Source information >>
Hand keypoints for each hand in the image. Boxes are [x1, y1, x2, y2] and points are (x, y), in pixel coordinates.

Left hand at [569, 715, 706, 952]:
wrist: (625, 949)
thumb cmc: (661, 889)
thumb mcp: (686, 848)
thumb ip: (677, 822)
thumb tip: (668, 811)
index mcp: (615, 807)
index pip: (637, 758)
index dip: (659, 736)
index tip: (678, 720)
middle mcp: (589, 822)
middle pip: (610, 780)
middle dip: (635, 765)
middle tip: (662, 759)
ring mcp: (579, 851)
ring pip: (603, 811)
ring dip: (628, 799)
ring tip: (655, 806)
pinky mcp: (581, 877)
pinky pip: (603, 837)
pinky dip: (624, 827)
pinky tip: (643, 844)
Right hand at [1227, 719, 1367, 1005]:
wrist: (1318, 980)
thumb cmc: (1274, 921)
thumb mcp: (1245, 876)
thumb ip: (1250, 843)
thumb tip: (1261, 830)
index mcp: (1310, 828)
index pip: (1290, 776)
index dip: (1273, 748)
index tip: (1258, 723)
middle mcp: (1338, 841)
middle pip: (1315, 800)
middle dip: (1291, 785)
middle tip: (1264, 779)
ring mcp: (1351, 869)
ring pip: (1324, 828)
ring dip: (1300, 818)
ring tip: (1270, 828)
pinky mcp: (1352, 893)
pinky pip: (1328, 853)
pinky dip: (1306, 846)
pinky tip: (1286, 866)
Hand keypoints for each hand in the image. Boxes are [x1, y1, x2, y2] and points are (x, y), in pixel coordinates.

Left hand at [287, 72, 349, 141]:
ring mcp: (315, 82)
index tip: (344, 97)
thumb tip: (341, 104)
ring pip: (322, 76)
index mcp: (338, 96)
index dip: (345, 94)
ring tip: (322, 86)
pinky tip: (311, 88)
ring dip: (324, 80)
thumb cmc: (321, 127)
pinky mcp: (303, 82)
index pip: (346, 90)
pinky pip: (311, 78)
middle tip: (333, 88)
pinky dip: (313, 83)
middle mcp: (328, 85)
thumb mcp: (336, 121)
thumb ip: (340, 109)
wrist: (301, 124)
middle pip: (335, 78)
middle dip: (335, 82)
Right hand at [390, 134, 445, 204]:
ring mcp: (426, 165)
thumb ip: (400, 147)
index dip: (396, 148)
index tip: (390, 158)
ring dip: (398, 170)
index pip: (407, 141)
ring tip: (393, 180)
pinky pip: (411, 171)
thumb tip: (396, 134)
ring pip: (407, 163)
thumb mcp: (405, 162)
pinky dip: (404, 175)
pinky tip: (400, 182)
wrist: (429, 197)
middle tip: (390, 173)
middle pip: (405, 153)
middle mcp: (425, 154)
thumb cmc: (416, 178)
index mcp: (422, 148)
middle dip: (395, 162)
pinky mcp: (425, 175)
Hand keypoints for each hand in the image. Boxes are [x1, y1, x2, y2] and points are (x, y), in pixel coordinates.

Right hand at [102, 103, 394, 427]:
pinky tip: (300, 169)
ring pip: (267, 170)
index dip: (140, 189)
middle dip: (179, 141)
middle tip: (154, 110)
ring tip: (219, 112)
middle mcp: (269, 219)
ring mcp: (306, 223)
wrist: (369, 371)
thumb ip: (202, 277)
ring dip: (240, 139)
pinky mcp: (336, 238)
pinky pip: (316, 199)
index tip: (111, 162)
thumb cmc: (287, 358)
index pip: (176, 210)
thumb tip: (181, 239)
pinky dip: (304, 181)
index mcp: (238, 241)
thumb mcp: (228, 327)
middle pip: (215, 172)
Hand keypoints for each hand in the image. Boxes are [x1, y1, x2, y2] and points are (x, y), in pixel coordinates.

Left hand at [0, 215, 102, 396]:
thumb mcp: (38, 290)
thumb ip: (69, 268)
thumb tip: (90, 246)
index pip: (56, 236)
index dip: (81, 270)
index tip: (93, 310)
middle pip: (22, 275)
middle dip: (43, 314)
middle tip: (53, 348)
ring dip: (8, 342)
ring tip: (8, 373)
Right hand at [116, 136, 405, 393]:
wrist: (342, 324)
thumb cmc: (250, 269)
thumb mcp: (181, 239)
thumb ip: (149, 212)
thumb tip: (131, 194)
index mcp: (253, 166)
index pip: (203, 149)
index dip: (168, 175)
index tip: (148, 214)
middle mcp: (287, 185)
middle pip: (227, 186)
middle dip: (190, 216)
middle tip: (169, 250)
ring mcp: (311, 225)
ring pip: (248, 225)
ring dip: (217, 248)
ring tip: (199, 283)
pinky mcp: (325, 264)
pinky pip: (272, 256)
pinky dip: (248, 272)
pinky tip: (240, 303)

How to complete this task >> Type the records again in full, matching them exactly.

Output for this task >>
Hand keypoints for each hand in the image. Boxes are [x1, y1, x2, y2] and points are (x, y), in pixel coordinates.

Left hand at [569, 715, 706, 952]:
wrist: (625, 949)
thumb cmc: (661, 889)
thumb mcp: (686, 848)
thumb ip: (677, 822)
thumb tip: (668, 811)
index mcp: (615, 807)
index pip: (637, 758)
index dip: (659, 736)
index tip: (678, 720)
middle mcp: (589, 822)
middle pip: (610, 780)
middle dip: (635, 765)
middle tip: (662, 759)
ring mcp: (579, 851)
ring pip: (603, 811)
ring dip: (628, 799)
ring tip: (655, 806)
pinky mcp: (581, 877)
pinky pip: (603, 837)
pinky dip: (624, 827)
pinky tip: (643, 844)
Right hand at [1227, 719, 1367, 1005]:
wrist: (1318, 980)
thumb cmc: (1274, 921)
thumb mcp: (1245, 876)
thumb ip: (1250, 843)
thumb tip: (1261, 830)
index mcp: (1310, 828)
index pip: (1290, 776)
index dip: (1273, 748)
index tip: (1258, 723)
middle mcp: (1338, 841)
middle pip: (1315, 800)
middle dip: (1291, 785)
middle tip: (1264, 779)
ring mcp: (1351, 869)
ring pip: (1324, 828)
ring dip: (1300, 818)
ring tip: (1270, 828)
pinky mcp: (1352, 893)
pinky pip: (1328, 853)
pinky dip: (1306, 846)
pinky tip: (1286, 866)
Hand keypoints for each hand in the image. Boxes are [x1, y1, x2, y2] and points are (x, y), in pixel coordinates.

Left hand at [287, 72, 349, 141]:
ring mcp: (315, 82)
index tip: (344, 97)
thumb tip: (341, 104)
ring pip: (322, 76)
index mcp: (338, 96)
index dip: (345, 94)
ring tip: (322, 86)
pinky tip: (311, 88)
ring dip: (324, 80)
thumb cmc: (321, 127)
pinky mcp: (303, 82)
index pip: (346, 90)
pinky pip: (311, 78)
middle tip: (333, 88)
pinky dip: (313, 83)
middle mcp: (328, 85)
thumb mcp: (336, 121)
thumb ip: (340, 109)
wrist: (301, 124)
middle pip: (335, 78)
middle dip: (335, 82)
Right hand at [390, 134, 445, 204]:
ring mcp: (426, 165)
thumb ip: (400, 147)
index dip: (396, 148)
index tip: (390, 158)
ring dip: (398, 170)
index pip: (407, 141)
ring tip: (393, 180)
pinky pip: (411, 171)
thumb tip: (396, 134)
ring pip: (407, 163)
thumb mcp: (405, 162)
pinky dip: (404, 175)
pinky tip: (400, 182)
wrist: (429, 197)
middle tip: (390, 173)
middle pip: (405, 153)
middle mcp: (425, 154)
thumb cmc: (416, 178)
index mcp: (422, 148)
middle dip: (395, 162)
pinky mcp: (425, 175)
Hand keypoints for each hand in the image. Boxes are [x1, y1, x2, y2] and points are (x, y), in pixel coordinates.

Right hand at [102, 103, 394, 427]:
pinky tip: (300, 169)
ring pip: (267, 170)
index dip: (140, 189)
middle dip: (179, 141)
middle tip: (154, 110)
ring tip: (219, 112)
middle mcp: (269, 219)
ring mcp: (306, 223)
wrist: (369, 371)
thumb ip: (202, 277)
ring dip: (240, 139)
pinky mcp: (336, 238)
pinky pip: (316, 199)
index tip: (111, 162)
thumb cmc: (287, 358)
index pip: (176, 210)
thumb tip: (181, 239)
pinky dip: (304, 181)
index mcp: (238, 241)
thumb mcp: (228, 327)
middle pip: (215, 172)
Hand keypoints for each hand in the image. Boxes are [x1, y1, x2, y2] and points are (x, y), in pixel coordinates.

Left hand at [0, 215, 102, 396]:
thumb mcp: (38, 290)
thumb ip: (69, 268)
thumb tip: (90, 246)
index pip: (56, 236)
index dip: (81, 270)
index tip: (93, 310)
middle pip: (22, 275)
middle dip: (43, 314)
middle tip: (53, 348)
ring dip: (8, 342)
ring tip: (8, 373)
Right hand at [116, 136, 405, 393]:
wrist: (342, 324)
thumb cmc: (250, 269)
thumb mcp: (181, 239)
thumb ip: (149, 212)
thumb tip: (131, 194)
index mcp: (253, 166)
index pip: (203, 149)
index dip: (168, 175)
index tip: (148, 214)
middle mcp: (287, 185)
middle pip: (227, 186)
middle dip: (190, 216)
middle tip: (169, 250)
ring mcp: (311, 225)
ring pip: (248, 225)
ring dip: (217, 248)
ring tip: (199, 283)
pinky mcp: (325, 264)
pinky pip: (272, 256)
pinky dip: (248, 272)
pinky tip: (240, 303)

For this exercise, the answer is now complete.